Modeling and Performance Analysis for Semantic Communications Based on Empirical Results
Journal:
arXiv
Published Date:
Apr 29, 2025
Abstract
Due to the black-box characteristics of deep learning based semantic encoders
and decoders, finding a tractable method for the performance analysis of
semantic communications is a challenging problem. In this paper, we propose an
Alpha-Beta-Gamma (ABG) formula to model the relationship between the end-to-end
measurement and SNR, which can be applied for both image reconstruction tasks
and inference tasks. Specifically, for image reconstruction tasks, the proposed
ABG formula can well fit the commonly used DL networks, such as SCUNet, and
Vision Transformer, for semantic encoding with the multi scale-structural
similarity index measure (MS-SSIM) measurement. Furthermore, we find that the
upper bound of the MS-SSIM depends on the number of quantized output bits of
semantic encoders, and we also propose a closed-form expression to fit the
relationship between the MS-SSIM and quantized output bits. To the best of our
knowledge, this is the first theoretical expression between end-to-end
performance metrics and SNR for semantic communications.

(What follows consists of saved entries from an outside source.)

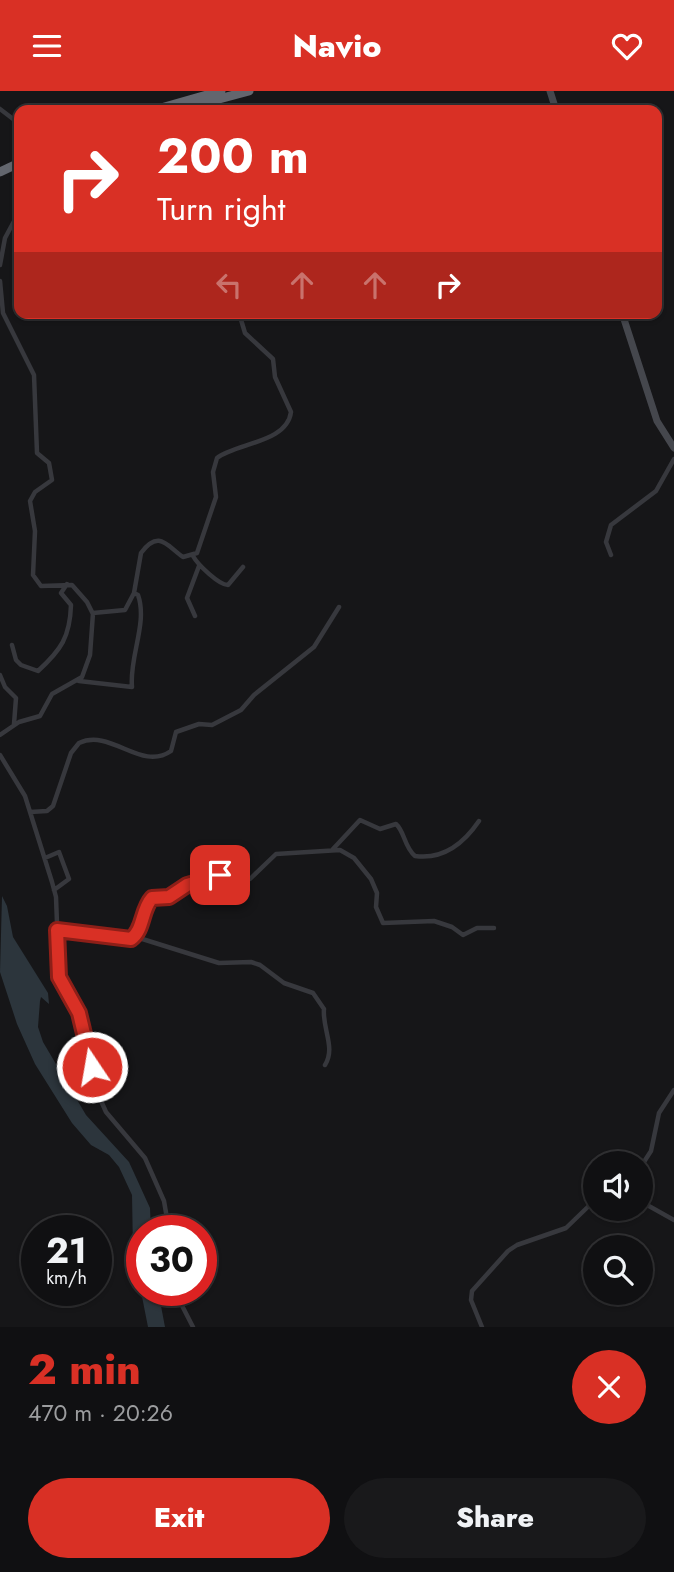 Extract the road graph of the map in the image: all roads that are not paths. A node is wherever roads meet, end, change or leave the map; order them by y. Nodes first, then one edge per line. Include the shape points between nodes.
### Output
1 (221, 91) edge
2 (249, 91) edge
3 (172, 105) edge
4 (197, 105) edge
5 (0, 109) edge
6 (14, 120) edge
7 (14, 221) edge
8 (0, 265) edge
9 (0, 281) edge
10 (240, 319) edge
11 (624, 319) edge
12 (674, 447) edge
13 (674, 459) edge
14 (611, 555) dead end
15 (193, 556) junction
16 (199, 566) junction
17 (243, 567) dead end
18 (68, 583) junction
19 (134, 593) junction
20 (339, 607) dead end
21 (93, 614) junction
22 (195, 616) dead end
23 (12, 645) dead end
24 (0, 675) edge
25 (78, 680) junction
26 (14, 725) junction
27 (0, 735) edge
28 (0, 755) edge
29 (30, 812) junction
30 (479, 821) dead end
31 (332, 849) junction
32 (45, 859) junction
33 (54, 890) junction
34 (494, 928) dead end
35 (57, 930) junction
36 (135, 937) junction
37 (325, 1065) dead end
38 (674, 1090) edge
39 (651, 1151) edge
40 (653, 1208) edge
41 (583, 1213) edge
42 (166, 1215) edge
43 (674, 1220) edge
44 (182, 1306) edge
45 (193, 1327) edge
46 (482, 1327) edge

1 - 3 highway
2 - 4 highway
5 - 6 street
7 - 8 street
9 - 18 street via 3,313 34,375 37,453 51,469 52,479 30,501 35,531 33,575 41,586
10 - 15 street via 244,333 273,359 290,417 266,439 217,458 213,471 216,497 201,549
11 - 12 main road via 657,421
13 - 14 street via 656,491 611,525 606,543
15 - 16 street
15 - 19 street via 180,556 166,541 145,548
16 - 17 street via 224,586
16 - 22 street via 187,598
18 - 21 street
18 - 23 street via 61,593 71,605 69,631 56,656 33,670 16,660
19 - 21 street via 125,610
19 - 25 street via 142,608 132,687
20 - 29 street via 314,647 241,710 212,725 176,732 171,751 162,756 126,751 103,739 79,743 71,753 53,806
21 - 25 street via 90,655
24 - 26 street via 16,698
25 - 26 street via 52,694 40,716
26 - 27 street
28 - 29 street via 18,780
29 - 32 street
30 - 31 street via 453,849 439,855 415,856 396,824 380,829 360,820
31 - 34 street via 348,854 366,872 376,889 376,907 383,923 434,921 463,935 477,928
31 - 36 street via 276,853 250,879 230,873 211,875 169,897 152,898
32 - 33 street
32 - 33 street via 59,852 63,856 69,879
33 - 35 street
35 - 36 street via 128,940
35 - 42 street via 59,977 79,1013 94,1085 106,1112 145,1158
36 - 37 street via 219,963 251,962 284,983 306,988 324,1010 330,1050
38 - 39 street via 659,1113
40 - 43 street
41 - 46 street via 555,1234 517,1245 478,1284 471,1300
44 - 45 street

Based on the proposed
ABG formula, we investigate an adaptive power control scheme for semantic
communications over random fading channels, which can effectively guarantee
quality of service (QoS) for semantic communications, and then design the
optimal power allocation scheme to maximize the energy efficiency of the
semantic communication system. Furthermore, by exploiting the bisection
algorithm, we develop the power allocation scheme to maximize the minimum QoS
of multiple users for OFDMA downlink semantic communication Extensive
simulations verify the effectiveness and superiority of the proposed ABG
formula and power allocation schemes.